ACTIVITY: Transcribe all of the records precisely as they are presented.

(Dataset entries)

◆ ◆ ◆

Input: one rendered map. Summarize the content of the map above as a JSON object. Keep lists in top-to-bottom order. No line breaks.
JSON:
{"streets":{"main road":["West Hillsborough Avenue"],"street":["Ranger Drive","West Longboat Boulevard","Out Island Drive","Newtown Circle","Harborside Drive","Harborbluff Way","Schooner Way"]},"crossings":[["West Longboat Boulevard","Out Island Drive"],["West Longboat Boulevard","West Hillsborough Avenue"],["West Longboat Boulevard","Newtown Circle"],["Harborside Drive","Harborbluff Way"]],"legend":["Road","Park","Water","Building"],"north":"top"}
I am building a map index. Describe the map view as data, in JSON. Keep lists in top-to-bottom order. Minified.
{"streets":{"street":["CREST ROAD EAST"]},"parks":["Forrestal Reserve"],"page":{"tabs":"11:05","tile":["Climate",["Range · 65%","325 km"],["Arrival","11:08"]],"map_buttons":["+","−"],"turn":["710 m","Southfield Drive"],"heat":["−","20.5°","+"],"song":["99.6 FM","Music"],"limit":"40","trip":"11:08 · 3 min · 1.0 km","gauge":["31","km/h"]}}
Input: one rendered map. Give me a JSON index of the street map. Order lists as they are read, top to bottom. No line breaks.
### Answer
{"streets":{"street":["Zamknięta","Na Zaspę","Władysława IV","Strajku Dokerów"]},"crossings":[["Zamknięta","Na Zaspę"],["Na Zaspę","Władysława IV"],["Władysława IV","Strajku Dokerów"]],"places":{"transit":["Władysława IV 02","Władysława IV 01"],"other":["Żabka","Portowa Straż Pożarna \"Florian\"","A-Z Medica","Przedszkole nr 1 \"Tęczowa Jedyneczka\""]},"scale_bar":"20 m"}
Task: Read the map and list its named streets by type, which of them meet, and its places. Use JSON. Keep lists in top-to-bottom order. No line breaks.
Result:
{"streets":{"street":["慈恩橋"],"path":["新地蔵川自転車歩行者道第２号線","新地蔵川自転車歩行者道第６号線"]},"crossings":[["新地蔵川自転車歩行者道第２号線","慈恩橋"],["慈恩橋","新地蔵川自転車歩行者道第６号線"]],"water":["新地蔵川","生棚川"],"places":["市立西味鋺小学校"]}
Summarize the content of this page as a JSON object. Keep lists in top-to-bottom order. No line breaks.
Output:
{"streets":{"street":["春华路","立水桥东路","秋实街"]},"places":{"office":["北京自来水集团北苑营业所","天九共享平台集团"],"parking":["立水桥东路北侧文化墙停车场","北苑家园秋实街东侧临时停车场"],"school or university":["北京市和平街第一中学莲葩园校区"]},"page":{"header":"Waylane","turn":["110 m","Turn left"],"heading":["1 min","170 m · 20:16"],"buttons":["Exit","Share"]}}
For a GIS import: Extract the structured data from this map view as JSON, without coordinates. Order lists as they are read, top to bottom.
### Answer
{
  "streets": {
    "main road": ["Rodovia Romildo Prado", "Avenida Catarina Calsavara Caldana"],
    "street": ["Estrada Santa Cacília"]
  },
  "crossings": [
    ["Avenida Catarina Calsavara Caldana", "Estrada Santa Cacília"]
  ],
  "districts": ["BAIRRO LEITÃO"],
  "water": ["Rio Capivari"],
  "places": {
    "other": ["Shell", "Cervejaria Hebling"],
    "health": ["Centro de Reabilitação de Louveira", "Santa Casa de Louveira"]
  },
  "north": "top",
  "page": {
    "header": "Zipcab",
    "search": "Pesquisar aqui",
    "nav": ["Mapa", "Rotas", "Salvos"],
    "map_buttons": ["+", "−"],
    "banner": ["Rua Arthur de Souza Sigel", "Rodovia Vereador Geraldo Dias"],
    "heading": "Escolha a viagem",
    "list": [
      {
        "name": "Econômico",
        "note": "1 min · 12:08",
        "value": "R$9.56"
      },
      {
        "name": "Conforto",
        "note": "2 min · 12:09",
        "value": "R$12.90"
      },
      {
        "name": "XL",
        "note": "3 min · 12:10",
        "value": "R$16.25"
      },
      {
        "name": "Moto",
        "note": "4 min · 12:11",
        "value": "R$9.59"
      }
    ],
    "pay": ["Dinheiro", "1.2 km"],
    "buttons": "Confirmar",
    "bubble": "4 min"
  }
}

◆ ◆ ◆

WORKED SOLUTION:
Input: one rendered map. Summarize the content of the map above as a JSON object. Keep lists in top-to-bottom order. No line breaks.
JSON:
{"streets":{"main road":["West Hillsborough Avenue"],"street":["Ranger Drive","West Longboat Boulevard","Out Island Drive","Newtown Circle","Harborside Drive","Harborbluff Way","Schooner Way"]},"crossings":[["West Longboat Boulevard","Out Island Drive"],["West Longboat Boulevard","West Hillsborough Avenue"],["West Longboat Boulevard","Newtown Circle"],["Harborside Drive","Harborbluff Way"]],"legend":["Road","Park","Water","Building"],"north":"top"}
I am building a map index. Describe the map view as data, in JSON. Keep lists in top-to-bottom order. Minified.
{"streets":{"street":["CREST ROAD EAST"]},"parks":["Forrestal Reserve"],"page":{"tabs":"11:05","tile":["Climate",["Range · 65%","325 km"],["Arrival","11:08"]],"map_buttons":["+","−"],"turn":["710 m","Southfield Drive"],"heat":["−","20.5°","+"],"song":["99.6 FM","Music"],"limit":"40","trip":"11:08 · 3 min · 1.0 km","gauge":["31","km/h"]}}
Input: one rendered map. Give me a JSON index of the street map. Order lists as they are read, top to bottom. No line breaks.
### Answer
{"streets":{"street":["Zamknięta","Na Zaspę","Władysława IV","Strajku Dokerów"]},"crossings":[["Zamknięta","Na Zaspę"],["Na Zaspę","Władysława IV"],["Władysława IV","Strajku Dokerów"]],"places":{"transit":["Władysława IV 02","Władysława IV 01"],"other":["Żabka","Portowa Straż Pożarna \"Florian\"","A-Z Medica","Przedszkole nr 1 \"Tęczowa Jedyneczka\""]},"scale_bar":"20 m"}
Task: Read the map and list its named streets by type, which of them meet, and its places. Use JSON. Keep lists in top-to-bottom order. No line breaks.
Result:
{"streets":{"street":["慈恩橋"],"path":["新地蔵川自転車歩行者道第２号線","新地蔵川自転車歩行者道第６号線"]},"crossings":[["新地蔵川自転車歩行者道第２号線","慈恩橋"],["慈恩橋","新地蔵川自転車歩行者道第６号線"]],"water":["新地蔵川","生棚川"],"places":["市立西味鋺小学校"]}
Summarize the content of this page as a JSON object. Keep lists in top-to-bottom order. No line breaks.
Output:
{"streets":{"street":["春华路","立水桥东路","秋实街"]},"places":{"office":["北京自来水集团北苑营业所","天九共享平台集团"],"parking":["立水桥东路北侧文化墙停车场","北苑家园秋实街东侧临时停车场"],"school or university":["北京市和平街第一中学莲葩园校区"]},"page":{"header":"Waylane","turn":["110 m","Turn left"],"heading":["1 min","170 m · 20:16"],"buttons":["Exit","Share"]}}
For a GIS import: Extract the structured data from this map view as JSON, without coordinates. Order lists as they are read, top to bottom.
### Answer
{
  "streets": {
    "main road": ["Rodovia Romildo Prado", "Avenida Catarina Calsavara Caldana"],
    "street": ["Estrada Santa Cacília"]
  },
  "crossings": [
    ["Avenida Catarina Calsavara Caldana", "Estrada Santa Cacília"]
  ],
  "districts": ["BAIRRO LEITÃO"],
  "water": ["Rio Capivari"],
  "places": {
    "other": ["Shell", "Cervejaria Hebling"],
    "health": ["Centro de Reabilitação de Louveira", "Santa Casa de Louveira"]
  },
  "north": "top",
  "page": {
    "header": "Zipcab",
    "search": "Pesquisar aqui",
    "nav": ["Mapa", "Rotas", "Salvos"],
    "map_buttons": ["+", "−"],
    "banner": ["Rua Arthur de Souza Sigel", "Rodovia Vereador Geraldo Dias"],
    "heading": "Escolha a viagem",
    "list": [
      {
        "name": "Econômico",
        "note": "1 min · 12:08",
        "value": "R$9.56"
      },
      {
        "name": "Conforto",
        "note": "2 min · 12:09",
        "value": "R$12.90"
      },
      {
        "name": "XL",
        "note": "3 min · 12:10",
        "value": "R$16.25"
      },
      {
        "name": "Moto",
        "note": "4 min · 12:11",
        "value": "R$9.59"
      }
    ],
    "pay": ["Dinheiro", "1.2 km"],
    "buttons": "Confirmar",
    "bubble": "4 min"
  }
}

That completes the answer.